When developing customized software it can be tricky to determine the cost a customer is expecting to pay and the exclusivity rights a customer is expecting to have. There are different approaches to pricing software customization work and to determining exclusivity rights. In this post, I will discuss three common approaches for software developed in United States:
1. Customer wants to maintain full exclusive rights to the code.
2. Customer wants to maintain time limited exclusive rights to the code.
3. Customer wants to maintain lowest possible development costs.
First, customer wants to maintain full exclusivity rights. This approach is in fact an employment agreement. Under this scenario the customer’s costs are very high. One way to determine the hourly rates for programmers is to use the US General Service Administration (GSA) schedules. (Search for “gsa labor categories rates” or visit this link, as an example.) These schedules provide hourly rates, set by the US Government, and are used by the government to pay developers that are hired as contractors. (Even the GSA prices can be considered low, for exclusive rights to code, since most US Government contracts are designed such that the US Government cannot be double charged for the same work. The US Government does not pretend exclusivity for the work done by a contractor and thus the GSA schedule does not properly represent the hourly cost for exclusivity agreements. A more fair price would be to charge somewhere around 120% to 140% of the GSA prices for exclusivity agreements.) The cost of exclusivity is good for customers interested in maintaining full control of the code and which have the money to finance the project fully. When a project includes software that was already built by the developer, before the agreement, then a licensing agreement that covers the cost of the earlier developed software should also be considered.
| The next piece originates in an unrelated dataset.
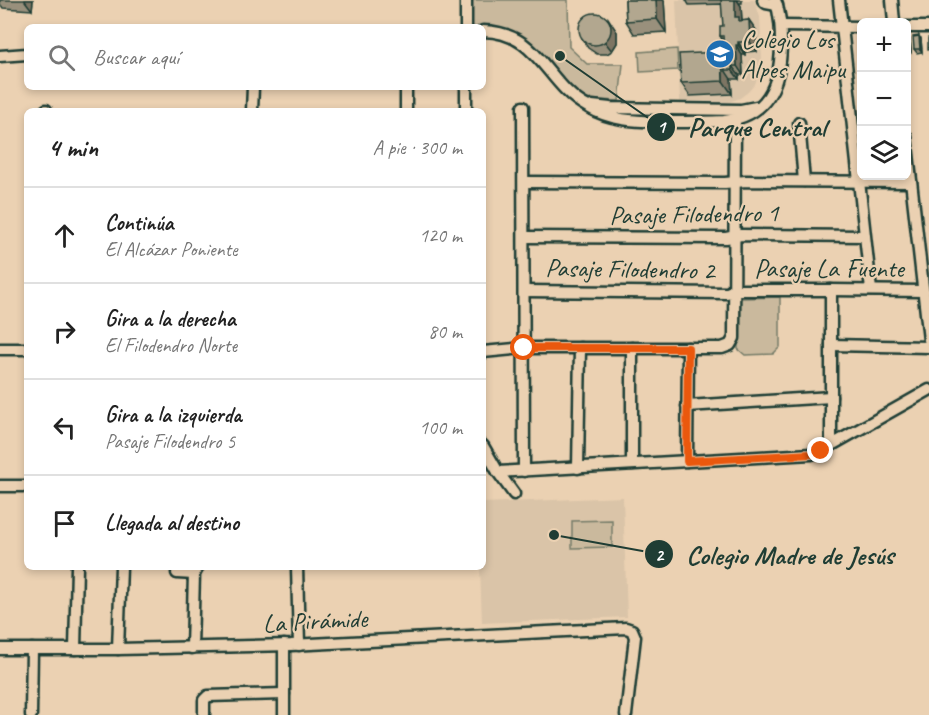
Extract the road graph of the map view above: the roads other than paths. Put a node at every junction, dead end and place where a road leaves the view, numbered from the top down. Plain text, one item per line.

Second, the customer wants to maintain time limited exclusive rights to the code and she does not mind if the code is used by the developers in other projects, for other customers, once the exclusivity period runs out. (This is the preferred way for DMMD to do development work.) This approach tends to be a win-win situation for both parties. The customer will pay a lower development cost, while maintaining a leg up over its competition by having the time limited exclusive rights. The developer will also benefit from this agreement by being able to leverage the code in future projects. Setting the price for such projects should be very flexible from both ends. A range of 70% to 90% of the GSA schedule might be a reasonable fee. Alternatively, the parties can agree on a fixed monthly payment that will cover the development costs for a particular period of time. This takes the pressure off the agreement since the costs are fixed and allows for better financial planning by both parties.
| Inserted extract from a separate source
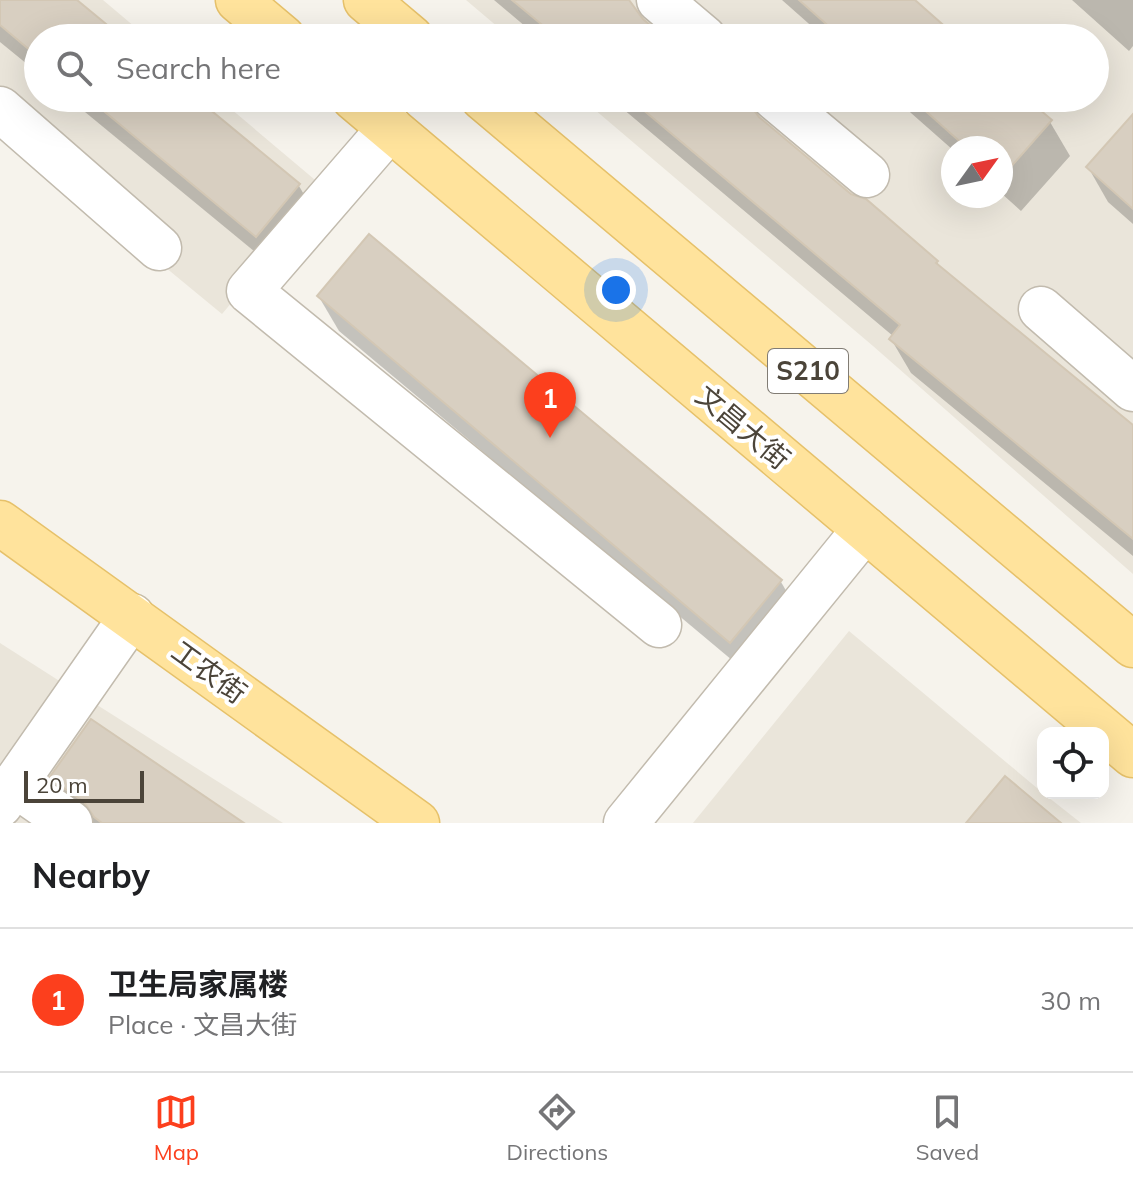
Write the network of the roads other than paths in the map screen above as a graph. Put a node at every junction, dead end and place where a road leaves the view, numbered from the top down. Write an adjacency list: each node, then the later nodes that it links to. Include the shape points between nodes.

Third, the customer wants to maintain the lowest costs possible. In this case, the customer should expect no exclusivity rights at all. This would mean that the developer could potentially take the code and sell it to the customer’s competition. Under this circumstance, a fair price might be 40%-50% of the GSA schedule.
In conclusion, software development is a service where two parties agree to develop something together. The money a customer agrees to pay and the price a developer is willing to work for, will depend on many factors. There is no right or wrong way to pay for the development of a software project. The three mentioned cost approaches can be used as guidelines. Most often than not, it is in the interest of both parties to reach an agreeable working partnership and the customer and developer should be willing to negotiate in such a way that a positive outcome is reached and the project moves forward.